La presidenta Claudia Sheinbaum rechazó las críticas del expresidente Ernesto Zedillo, quien acusó a los gobiernos de la Cuarta Transformación de “destruir la democracia mexicana”. En su respuesta, Sheinbaum señaló que durante el mandato de Zedillo, México enfrentó la crisis económica de 1994, marcada por una devaluación y alzas en tasas de interés que afectaron a miles de familias. Además, cuestionó la transparencia del rescate bancario mediante el Fobaproa, al que calificó como una operación oscura que convirtió deudas privadas en deuda pública.
En su argumentación, Sheinbaum afirmó que el Fobaproa, implementado bajo Zedillo, careció de auditorías reales, según señaló Pablo Gómez, y benefició a bancos y empresarios sin rendición de cuentas. La presidenta también aludió al libro de Andrés Manuel López Obrador, que detalla irregularidades en dicho rescate, y a las elecciones de 2000, donde, según Francisco Labastida, Zedillo pactó con Estados Unidos un crédito para resolver la crisis a cambio de facilitar la transición al PAN. Este acuerdo, argumentó Sheinbaum, pone en duda la legitimidad democrática de esa alternancia.
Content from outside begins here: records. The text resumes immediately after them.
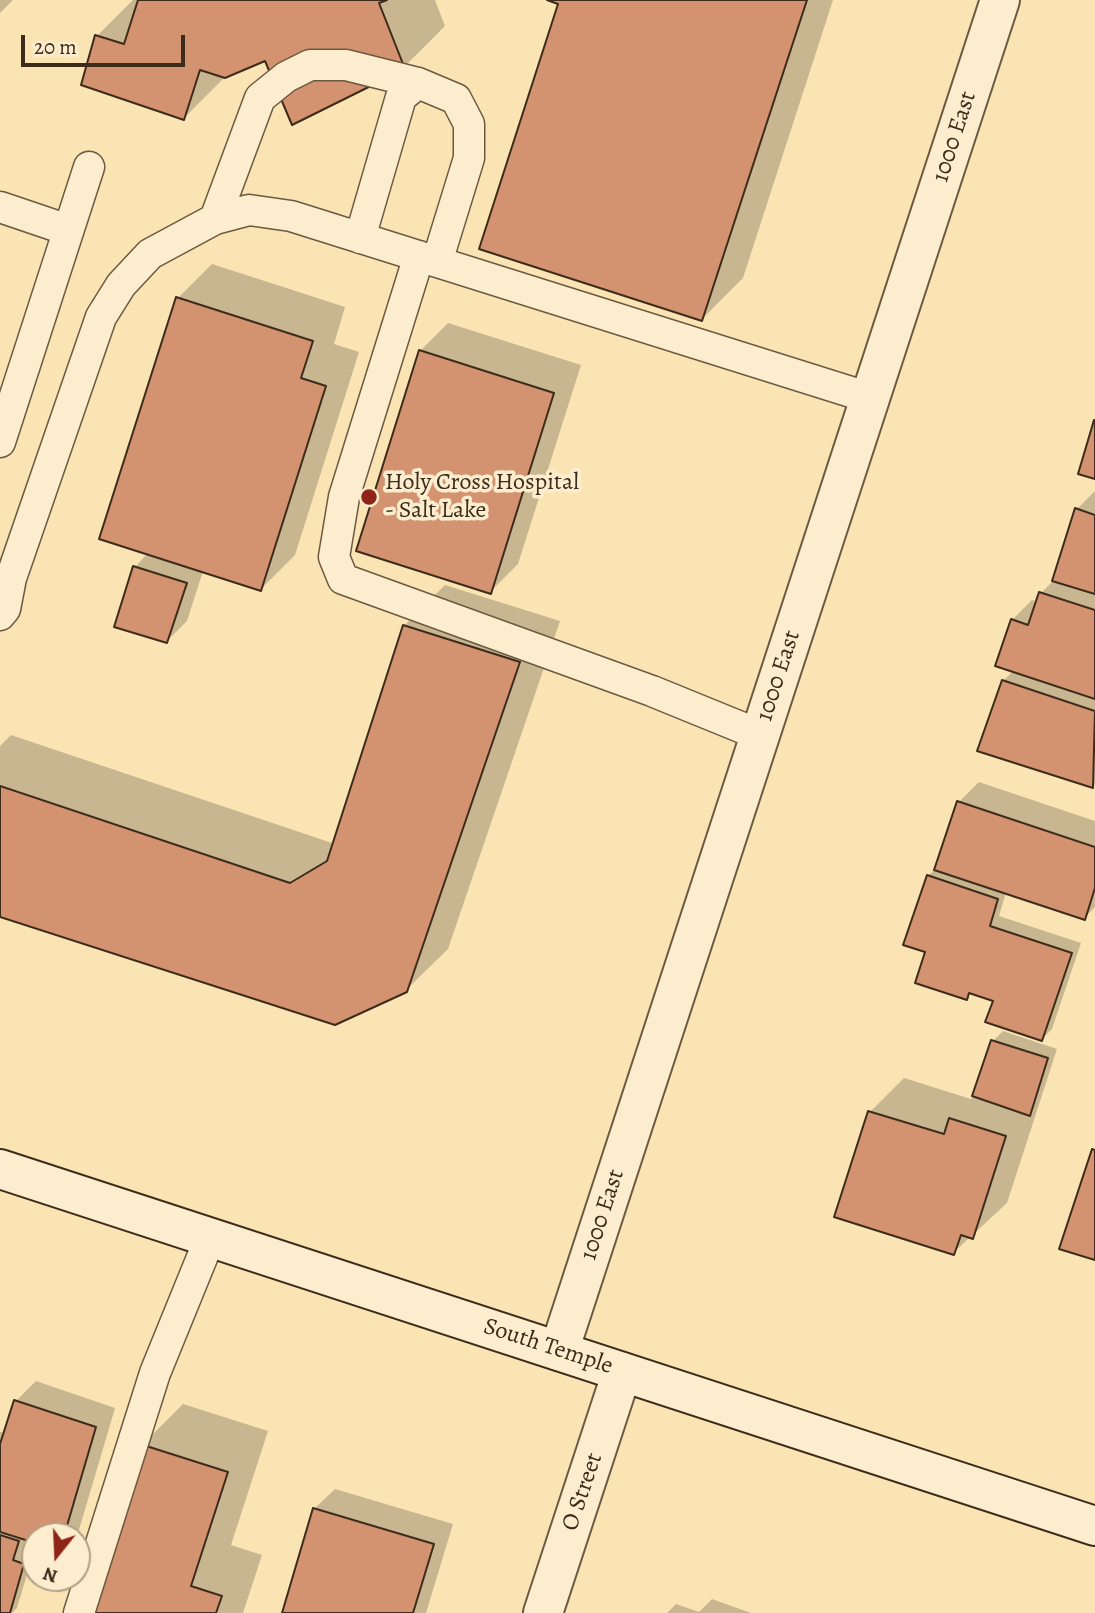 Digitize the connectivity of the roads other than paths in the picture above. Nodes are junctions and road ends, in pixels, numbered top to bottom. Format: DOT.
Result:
graph roads {
  1 [pos="1000,0"];
  2 [pos="418,83"];
  3 [pos="89,167"];
  4 [pos="0,207"];
  5 [pos="215,219"];
  6 [pos="68,230"];
  7 [pos="360,238"];
  8 [pos="428,259"];
  9 [pos="870,398"];
  10 [pos="0,442"];
  11 [pos="0,615"];
  12 [pos="760,735"];
  13 [pos="0,1169"];
  14 [pos="210,1238"];
  15 [pos="559,1351"];
  16 [pos="622,1372"];
  17 [pos="1095,1526"];
  18 [pos="79,1613"];
  19 [pos="543,1613"];
  1 -- 9 [label="street, 1000 East"];
  2 -- 5 [label="lane"];
  2 -- 7 [label="lane"];
  2 -- 8 [label="lane"];
  3 -- 6 [label="lane"];
  4 -- 6 [label="lane"];
  5 -- 7 [label="lane"];
  5 -- 11 [label="lane"];
  6 -- 10 [label="lane"];
  7 -- 8 [label="lane"];
  8 -- 9 [label="lane"];
  8 -- 12 [label="lane"];
  9 -- 12 [label="street, 1000 East"];
  12 -- 15 [label="street, 1000 East"];
  13 -- 14 [label="street, South Temple"];
  14 -- 15 [label="street, South Temple"];
  14 -- 18 [label="lane"];
  15 -- 16 [label="street, South Temple"];
  16 -- 17 [label="street, South Temple"];
  16 -- 19 [label="street, O Street"];
} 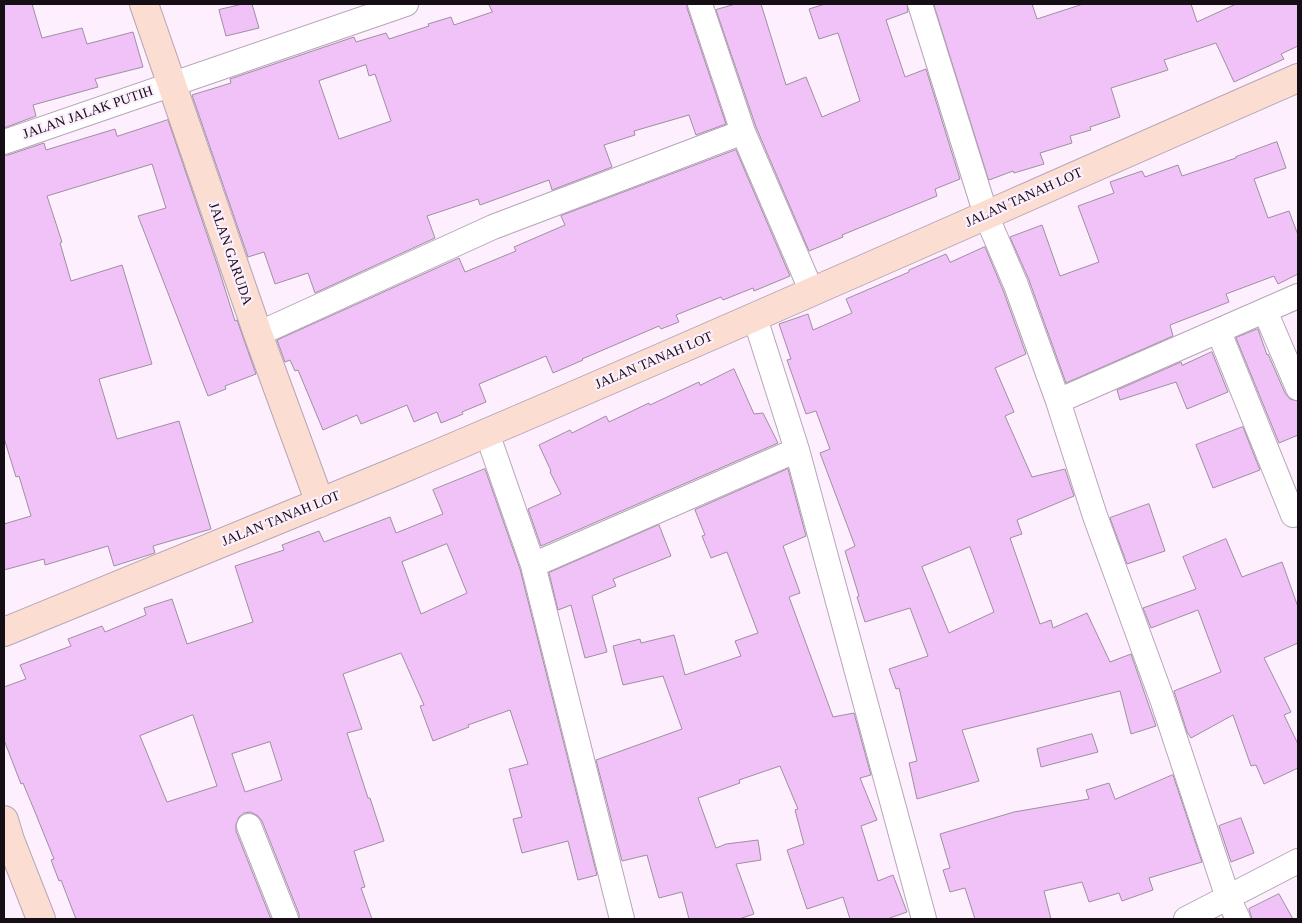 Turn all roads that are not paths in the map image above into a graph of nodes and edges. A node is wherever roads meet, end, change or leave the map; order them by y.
1 (144, 4) edge
2 (406, 4) edge
3 (700, 4) edge
4 (920, 4) edge
5 (1298, 78) edge
6 (172, 84) junction
7 (744, 132) junction
8 (4, 142) edge
9 (986, 214) junction
10 (812, 292) junction
11 (1298, 296) edge
12 (1265, 311) junction
13 (755, 318) junction
14 (1219, 332) junction
15 (258, 334) junction
16 (1298, 388) edge
17 (1058, 401) junction
18 (487, 433) junction
19 (798, 450) junction
20 (320, 503) junction
21 (1293, 515) dead end
22 (533, 565) junction
23 (4, 632) edge
24 (250, 826) dead end
25 (6, 834) edge
26 (1298, 861) edge
27 (1228, 898) junction
28 (41, 919) edge
29 (286, 919) edge
30 (622, 919) edge
31 (924, 919) edge
32 (1186, 919) edge
33 (1238, 919) edge

1 - 6 main road, JALAN GARUDA
2 - 6 street, JALAN JALAK PUTIH
3 - 7 street
4 - 9 street
5 - 9 main road, JALAN TANAH LOT
6 - 8 street, JALAN JALAK PUTIH
6 - 15 main road, JALAN GARUDA
7 - 10 street
7 - 15 street
9 - 10 main road, JALAN TANAH LOT
9 - 17 street
10 - 13 main road, JALAN TANAH LOT
11 - 12 street
12 - 14 street
12 - 16 street
13 - 18 main road, JALAN TANAH LOT
13 - 19 street
14 - 17 street
14 - 21 street
15 - 20 main road, JALAN GARUDA
17 - 27 street
18 - 20 main road, JALAN TANAH LOT
18 - 22 street
19 - 22 street
19 - 31 street
20 - 23 main road, JALAN TANAH LOT
22 - 30 street
24 - 29 street
25 - 28 main road
26 - 27 street
27 - 32 street
27 - 33 street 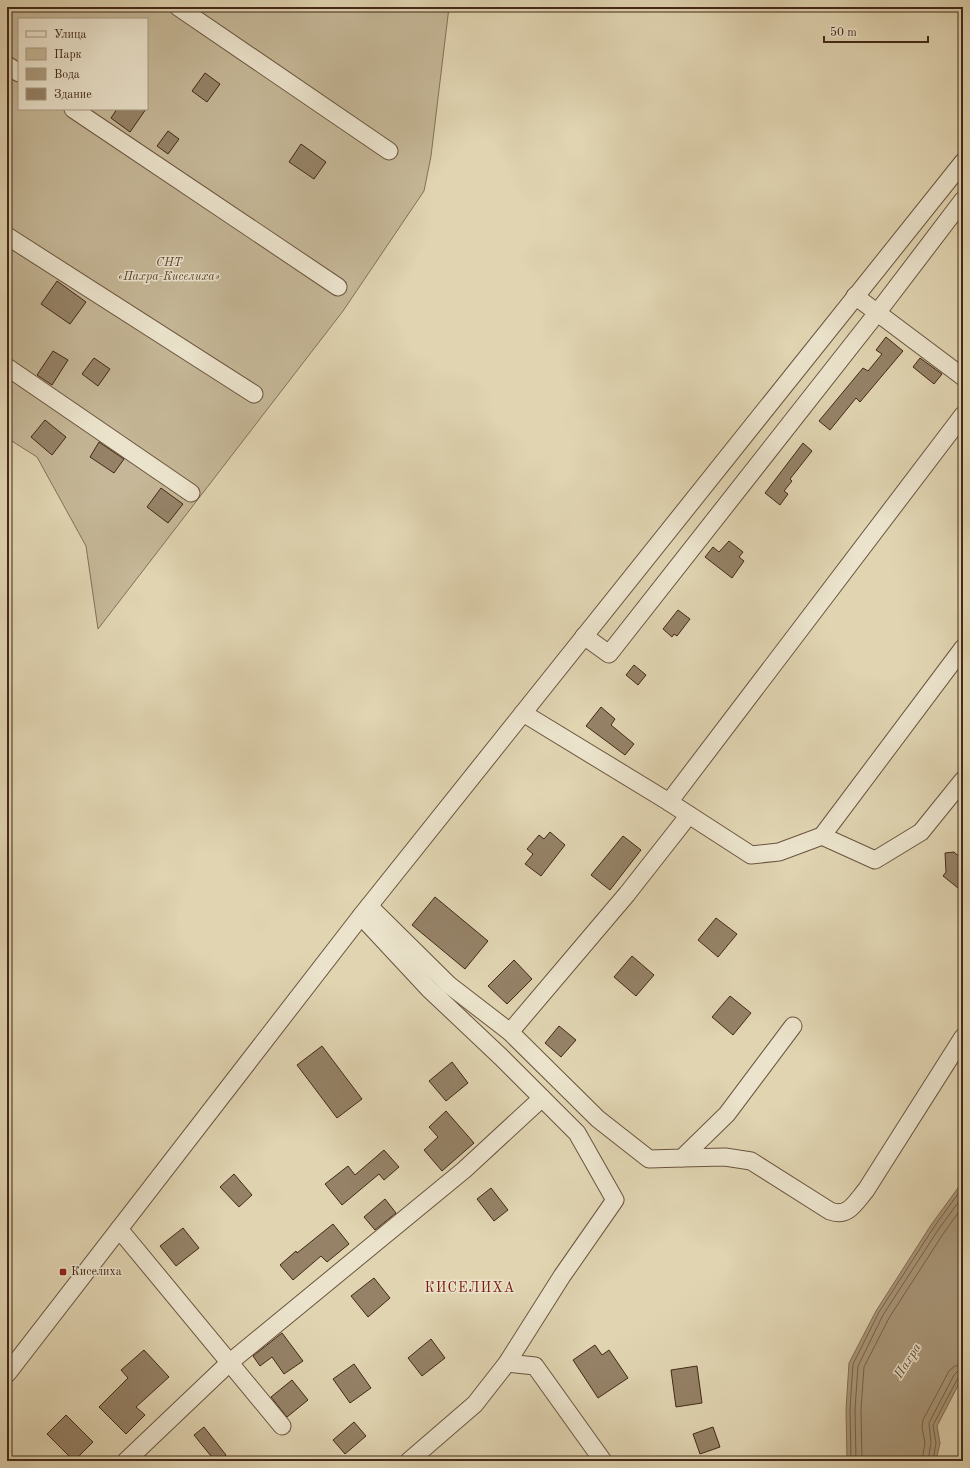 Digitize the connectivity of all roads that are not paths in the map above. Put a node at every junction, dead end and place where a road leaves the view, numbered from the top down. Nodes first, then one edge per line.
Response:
1 (178, 7) edge
2 (7, 65) edge
3 (18, 72) edge
4 (74, 110) edge
5 (389, 151) dead end
6 (963, 162) edge
7 (963, 200) edge
8 (7, 236) edge
9 (338, 287) dead end
10 (855, 296) junction
11 (877, 313) junction
12 (7, 367) edge
13 (963, 377) edge
14 (254, 394) dead end
15 (963, 415) edge
16 (191, 493) dead end
17 (584, 636) junction
18 (963, 648) edge
19 (523, 713) junction
20 (963, 780) edge
21 (669, 802) junction
22 (689, 815) junction
23 (822, 836) junction
24 (365, 911) junction
25 (793, 1026) dead end
26 (510, 1032) junction
27 (963, 1037) edge
28 (542, 1098) junction
29 (682, 1158) junction
30 (119, 1230) junction
31 (230, 1362) junction
32 (506, 1363) junction
33 (7, 1374) edge
34 (282, 1426) dead end
35 (126, 1461) edge
36 (409, 1461) edge
37 (603, 1461) edge

1 - 5 street
2 - 3 street
4 - 9 street
6 - 10 street
7 - 11 street
8 - 14 street
10 - 11 street
10 - 17 street
11 - 13 street
11 - 17 street
12 - 16 street
15 - 21 street
17 - 19 street
18 - 23 street
19 - 21 street
19 - 24 street
20 - 23 street
21 - 22 street
22 - 23 street
22 - 26 street
24 - 26 street
24 - 28 street
24 - 30 street
25 - 29 street
26 - 29 street
27 - 29 street
28 - 31 street
28 - 32 street
30 - 31 street
30 - 33 street
31 - 34 street
31 - 35 street
32 - 36 street
32 - 37 street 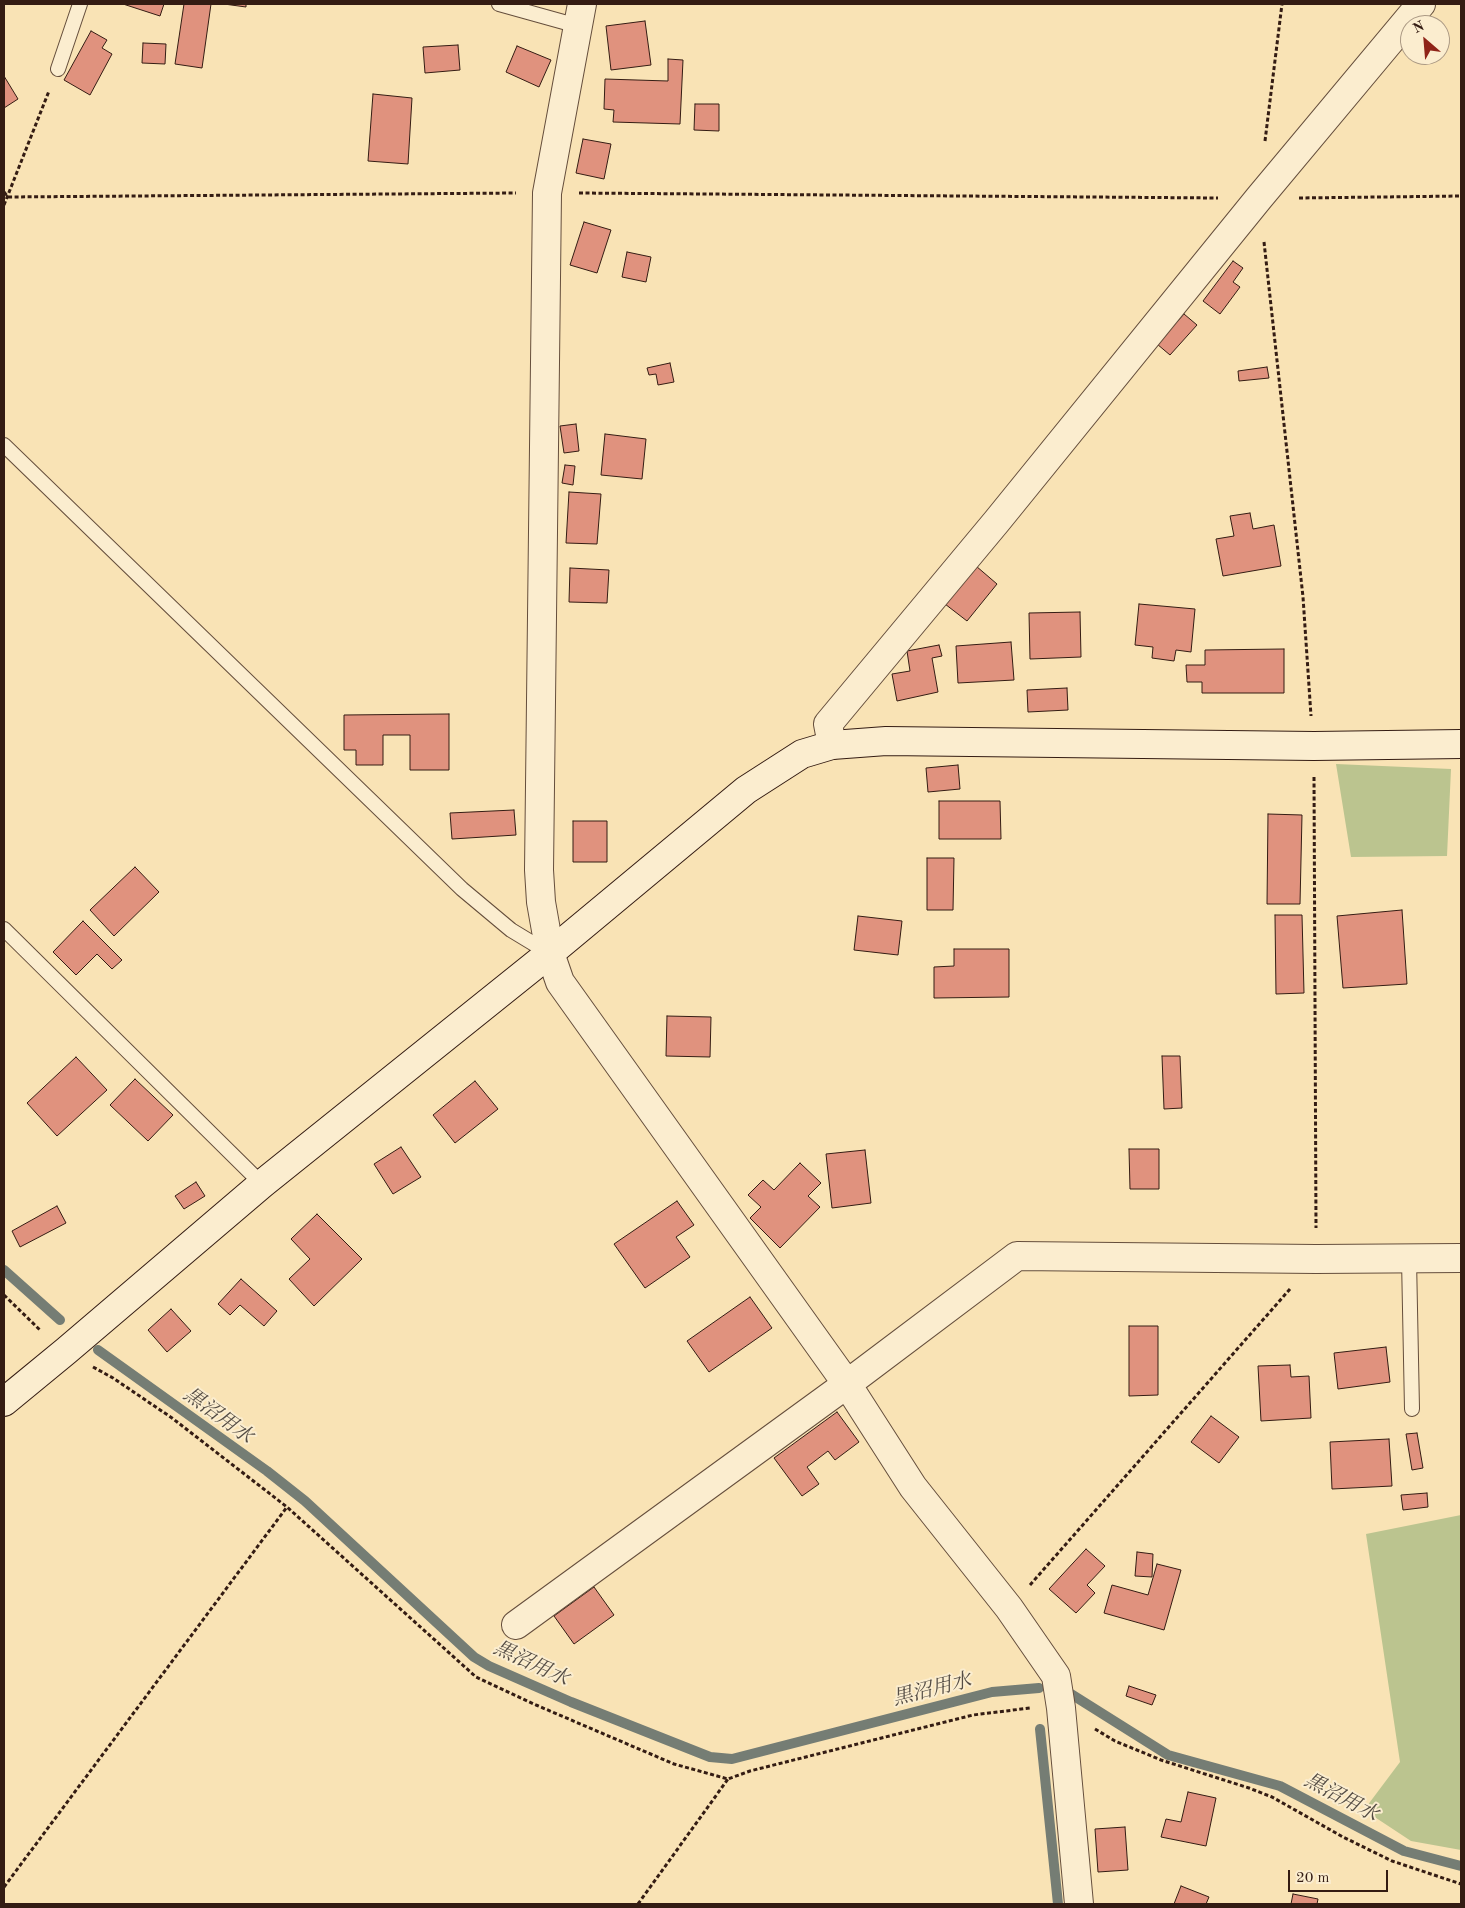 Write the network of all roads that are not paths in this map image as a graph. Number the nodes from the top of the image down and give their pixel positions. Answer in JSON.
{"nodes":[{"id":1,"x":80,"y":4,"type":"edge"},
{"id":2,"x":500,"y":4,"type":"edge"},
{"id":3,"x":1421,"y":4,"type":"edge"},
{"id":4,"x":580,"y":15,"type":"edge"},
{"id":5,"x":58,"y":69,"type":"road end"},
{"id":6,"x":4,"y":445,"type":"edge"},
{"id":7,"x":1461,"y":744,"type":"edge"},
{"id":8,"x":832,"y":745,"type":"junction"},
{"id":9,"x":4,"y":929,"type":"edge"},
{"id":10,"x":550,"y":953,"type":"junction"},
{"id":11,"x":262,"y":1184,"type":"junction"},
{"id":12,"x":1461,"y":1258,"type":"edge"},
{"id":13,"x":1409,"y":1259,"type":"junction"},
{"id":14,"x":847,"y":1384,"type":"junction"},
{"id":15,"x":4,"y":1402,"type":"edge"},
{"id":16,"x":1412,"y":1409,"type":"dead end"},
{"id":17,"x":516,"y":1625,"type":"dead end"},
{"id":18,"x":1078,"y":1904,"type":"edge"}],
"edges":[{"from":1,"to":5,"type":"lane"},
{"from":2,"to":4,"type":"lane"},
{"from":3,"to":8,"type":"street"},
{"from":4,"to":10,"type":"street"},
{"from":6,"to":10,"type":"lane"},
{"from":7,"to":8,"type":"street"},
{"from":8,"to":10,"type":"street"},
{"from":9,"to":11,"type":"lane"},
{"from":10,"to":11,"type":"street"},
{"from":10,"to":14,"type":"street"},
{"from":11,"to":15,"type":"street"},
{"from":12,"to":13,"type":"street"},
{"from":13,"to":14,"type":"street"},
{"from":13,"to":16,"type":"lane"},
{"from":14,"to":17,"type":"street"},
{"from":14,"to":18,"type":"street"}]}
Por otra parte, Sheinbaum destacó que los fraudes electorales de 1988 y 2006, contra Cuauhtémoc Cárdenas y López Obrador, respectivamente, afectaron al pueblo mexicano, no solo a los candidatos. La presidenta subrayó que esas prácticas, junto con el desafuero de López Obrador en 2005 bajo el gobierno de Vicente Fox, reflejan una historia de manipulación política. Con ello, defendió la legitimidad de la 4T frente a las acusaciones de Zedillo, enfatizando un compromiso con la justicia y la democracia.